**DIRECTIONS**
Should a line below contain the word "edges", report it.

**PROVIDED DATA**
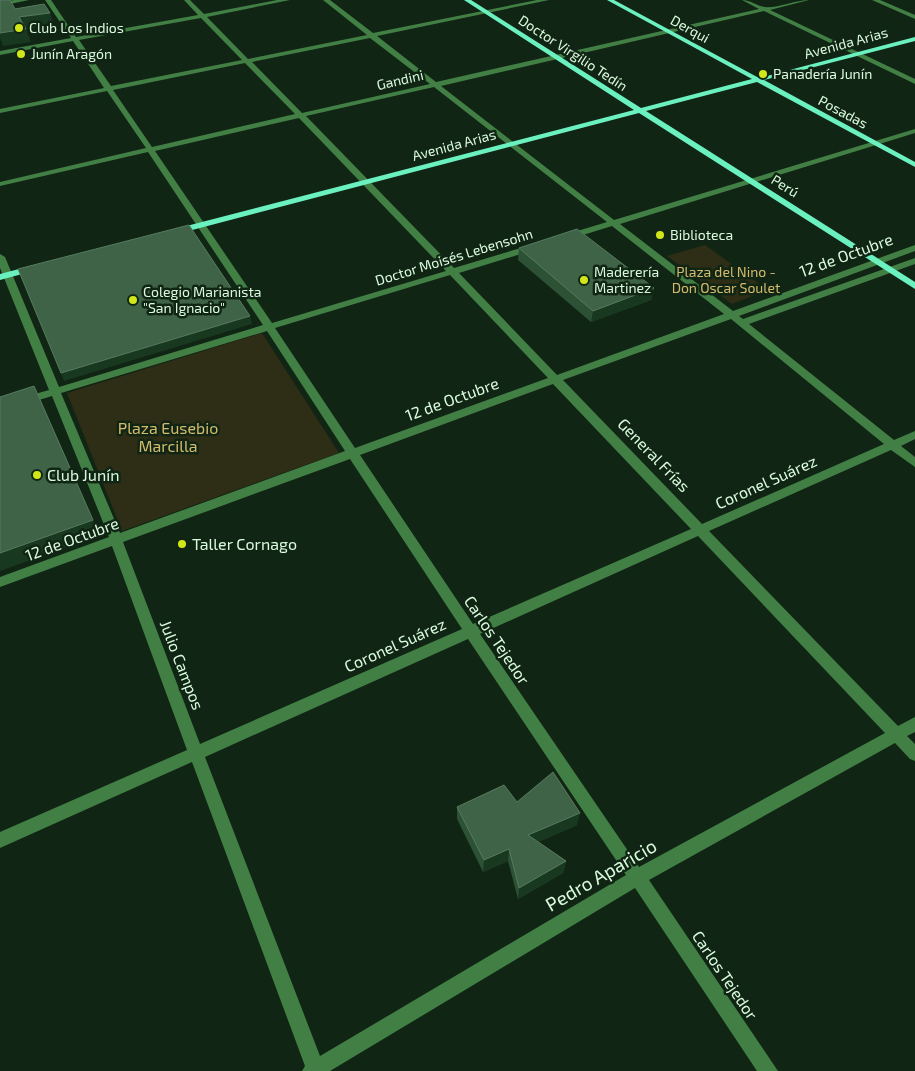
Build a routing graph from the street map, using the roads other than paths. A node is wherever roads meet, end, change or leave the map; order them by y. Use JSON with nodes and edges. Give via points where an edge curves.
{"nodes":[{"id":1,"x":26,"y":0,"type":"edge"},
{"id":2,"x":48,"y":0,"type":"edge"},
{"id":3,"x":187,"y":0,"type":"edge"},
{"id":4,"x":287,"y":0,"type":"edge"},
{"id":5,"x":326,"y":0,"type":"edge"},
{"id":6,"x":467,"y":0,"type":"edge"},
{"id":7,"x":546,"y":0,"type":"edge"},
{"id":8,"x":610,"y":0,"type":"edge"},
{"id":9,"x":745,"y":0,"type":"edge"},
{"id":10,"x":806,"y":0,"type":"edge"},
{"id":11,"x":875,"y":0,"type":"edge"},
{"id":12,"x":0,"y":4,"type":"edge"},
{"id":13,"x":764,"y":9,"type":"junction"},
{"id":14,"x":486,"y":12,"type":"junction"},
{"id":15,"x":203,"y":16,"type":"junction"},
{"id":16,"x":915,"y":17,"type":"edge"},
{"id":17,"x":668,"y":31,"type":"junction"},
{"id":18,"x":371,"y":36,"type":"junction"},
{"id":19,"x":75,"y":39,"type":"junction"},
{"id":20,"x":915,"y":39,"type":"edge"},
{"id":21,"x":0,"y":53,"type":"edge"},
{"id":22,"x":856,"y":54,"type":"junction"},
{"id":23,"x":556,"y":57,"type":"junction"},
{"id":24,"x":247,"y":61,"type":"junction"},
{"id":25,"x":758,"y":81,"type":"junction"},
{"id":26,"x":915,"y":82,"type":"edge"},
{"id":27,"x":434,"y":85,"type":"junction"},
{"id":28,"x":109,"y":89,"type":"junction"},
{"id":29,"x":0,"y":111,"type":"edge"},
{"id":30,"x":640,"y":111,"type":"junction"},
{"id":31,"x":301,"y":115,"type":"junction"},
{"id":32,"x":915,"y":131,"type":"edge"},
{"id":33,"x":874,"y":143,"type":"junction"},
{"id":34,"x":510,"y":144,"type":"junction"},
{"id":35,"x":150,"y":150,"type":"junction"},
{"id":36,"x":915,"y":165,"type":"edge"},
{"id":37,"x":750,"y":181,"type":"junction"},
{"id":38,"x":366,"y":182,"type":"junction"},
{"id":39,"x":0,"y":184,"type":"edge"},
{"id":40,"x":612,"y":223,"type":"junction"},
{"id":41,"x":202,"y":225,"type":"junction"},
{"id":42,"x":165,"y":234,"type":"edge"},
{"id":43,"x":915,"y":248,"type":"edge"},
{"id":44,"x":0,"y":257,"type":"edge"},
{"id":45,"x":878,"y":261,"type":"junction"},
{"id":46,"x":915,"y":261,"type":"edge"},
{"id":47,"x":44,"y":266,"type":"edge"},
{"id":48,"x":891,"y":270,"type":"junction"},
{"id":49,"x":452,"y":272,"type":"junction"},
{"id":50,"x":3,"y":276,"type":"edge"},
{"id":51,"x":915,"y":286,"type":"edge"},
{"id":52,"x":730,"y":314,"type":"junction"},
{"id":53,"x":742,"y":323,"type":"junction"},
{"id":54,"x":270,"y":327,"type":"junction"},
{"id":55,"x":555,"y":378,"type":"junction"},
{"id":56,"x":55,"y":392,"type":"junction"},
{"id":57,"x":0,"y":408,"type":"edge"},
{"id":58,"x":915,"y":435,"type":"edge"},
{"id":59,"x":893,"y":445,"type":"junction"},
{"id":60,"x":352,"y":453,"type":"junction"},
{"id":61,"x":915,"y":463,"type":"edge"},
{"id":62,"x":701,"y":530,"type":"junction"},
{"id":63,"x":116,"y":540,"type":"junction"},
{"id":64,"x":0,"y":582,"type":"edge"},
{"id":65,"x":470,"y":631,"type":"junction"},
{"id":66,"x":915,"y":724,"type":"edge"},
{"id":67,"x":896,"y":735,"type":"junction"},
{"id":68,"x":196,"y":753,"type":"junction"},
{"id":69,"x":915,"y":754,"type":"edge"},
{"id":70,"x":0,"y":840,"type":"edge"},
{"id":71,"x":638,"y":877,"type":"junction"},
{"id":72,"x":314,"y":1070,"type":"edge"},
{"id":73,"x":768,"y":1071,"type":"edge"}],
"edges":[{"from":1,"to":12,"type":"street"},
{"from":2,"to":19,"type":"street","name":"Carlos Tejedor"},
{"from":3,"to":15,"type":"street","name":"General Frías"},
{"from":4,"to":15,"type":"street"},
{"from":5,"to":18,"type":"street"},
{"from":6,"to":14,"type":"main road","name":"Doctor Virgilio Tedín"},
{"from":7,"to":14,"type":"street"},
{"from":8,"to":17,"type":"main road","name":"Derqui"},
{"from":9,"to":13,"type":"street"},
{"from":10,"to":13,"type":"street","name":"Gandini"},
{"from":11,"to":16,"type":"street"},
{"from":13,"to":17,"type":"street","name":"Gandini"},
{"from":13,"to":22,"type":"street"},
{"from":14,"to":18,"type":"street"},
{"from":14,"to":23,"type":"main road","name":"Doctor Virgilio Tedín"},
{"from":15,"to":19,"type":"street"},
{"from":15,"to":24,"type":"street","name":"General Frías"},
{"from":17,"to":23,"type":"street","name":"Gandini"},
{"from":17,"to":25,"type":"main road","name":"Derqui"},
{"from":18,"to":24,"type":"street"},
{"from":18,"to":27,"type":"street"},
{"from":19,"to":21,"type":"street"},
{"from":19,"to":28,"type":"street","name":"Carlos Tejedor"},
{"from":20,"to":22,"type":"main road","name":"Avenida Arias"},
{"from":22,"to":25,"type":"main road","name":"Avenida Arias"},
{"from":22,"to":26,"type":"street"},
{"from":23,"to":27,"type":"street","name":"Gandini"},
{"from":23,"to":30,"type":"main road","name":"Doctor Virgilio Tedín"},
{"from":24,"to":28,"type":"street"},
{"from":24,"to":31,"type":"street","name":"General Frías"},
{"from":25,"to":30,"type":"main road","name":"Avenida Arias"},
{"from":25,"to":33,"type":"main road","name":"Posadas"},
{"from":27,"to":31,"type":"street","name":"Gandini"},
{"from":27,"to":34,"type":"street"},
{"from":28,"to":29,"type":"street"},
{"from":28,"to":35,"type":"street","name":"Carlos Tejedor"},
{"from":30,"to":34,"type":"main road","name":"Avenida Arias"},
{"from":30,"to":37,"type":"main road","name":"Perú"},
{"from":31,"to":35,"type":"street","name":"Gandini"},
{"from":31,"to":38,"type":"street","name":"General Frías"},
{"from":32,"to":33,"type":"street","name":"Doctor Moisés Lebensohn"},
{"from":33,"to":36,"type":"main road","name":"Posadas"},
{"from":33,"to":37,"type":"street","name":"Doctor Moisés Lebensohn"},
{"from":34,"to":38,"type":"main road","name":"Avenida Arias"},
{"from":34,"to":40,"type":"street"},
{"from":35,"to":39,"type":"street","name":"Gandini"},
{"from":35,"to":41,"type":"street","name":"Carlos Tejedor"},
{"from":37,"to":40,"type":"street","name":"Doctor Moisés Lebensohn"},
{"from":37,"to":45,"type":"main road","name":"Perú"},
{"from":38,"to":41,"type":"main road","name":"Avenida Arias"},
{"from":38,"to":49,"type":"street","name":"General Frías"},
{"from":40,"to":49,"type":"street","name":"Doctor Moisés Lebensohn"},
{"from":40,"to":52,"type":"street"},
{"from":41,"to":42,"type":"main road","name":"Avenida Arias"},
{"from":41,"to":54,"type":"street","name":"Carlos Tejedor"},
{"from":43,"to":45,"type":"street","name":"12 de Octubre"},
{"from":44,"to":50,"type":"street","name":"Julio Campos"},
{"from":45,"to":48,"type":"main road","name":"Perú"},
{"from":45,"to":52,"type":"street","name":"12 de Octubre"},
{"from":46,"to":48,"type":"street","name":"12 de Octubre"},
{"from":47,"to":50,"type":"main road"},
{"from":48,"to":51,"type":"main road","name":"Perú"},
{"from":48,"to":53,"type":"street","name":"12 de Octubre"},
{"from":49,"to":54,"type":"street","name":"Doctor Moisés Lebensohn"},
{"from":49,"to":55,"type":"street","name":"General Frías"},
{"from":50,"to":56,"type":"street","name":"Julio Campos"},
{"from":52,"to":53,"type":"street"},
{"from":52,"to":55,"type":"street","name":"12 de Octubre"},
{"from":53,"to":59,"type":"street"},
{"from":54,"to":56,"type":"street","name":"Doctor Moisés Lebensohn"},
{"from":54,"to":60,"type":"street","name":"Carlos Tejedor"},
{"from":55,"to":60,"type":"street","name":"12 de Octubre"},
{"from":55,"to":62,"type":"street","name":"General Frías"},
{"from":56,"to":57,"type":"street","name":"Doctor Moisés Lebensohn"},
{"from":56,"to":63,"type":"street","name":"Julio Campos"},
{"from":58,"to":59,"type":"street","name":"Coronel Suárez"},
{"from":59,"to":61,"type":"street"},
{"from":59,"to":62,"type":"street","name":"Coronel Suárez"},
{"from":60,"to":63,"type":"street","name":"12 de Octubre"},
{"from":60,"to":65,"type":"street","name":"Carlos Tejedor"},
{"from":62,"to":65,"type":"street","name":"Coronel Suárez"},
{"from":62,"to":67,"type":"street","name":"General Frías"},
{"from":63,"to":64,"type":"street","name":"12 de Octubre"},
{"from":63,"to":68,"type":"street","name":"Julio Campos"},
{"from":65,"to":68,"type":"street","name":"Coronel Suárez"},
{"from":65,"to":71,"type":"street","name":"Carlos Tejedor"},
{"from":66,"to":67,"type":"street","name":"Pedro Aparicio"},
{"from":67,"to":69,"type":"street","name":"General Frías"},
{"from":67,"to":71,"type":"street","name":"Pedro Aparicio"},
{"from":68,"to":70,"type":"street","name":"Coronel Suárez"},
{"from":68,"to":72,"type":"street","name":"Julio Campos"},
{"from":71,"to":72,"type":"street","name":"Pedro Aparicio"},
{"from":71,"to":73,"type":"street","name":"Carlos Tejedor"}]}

**SOLVED EXERCISE**
Build a routing graph from the street map, using the roads other than paths. A node is wherever roads meet, end, change or leave the map; order them by y. Use JSON with nodes and edges. Give via points where an edge curves.
"edges":[{"from":1,"to":12,"type":"street"},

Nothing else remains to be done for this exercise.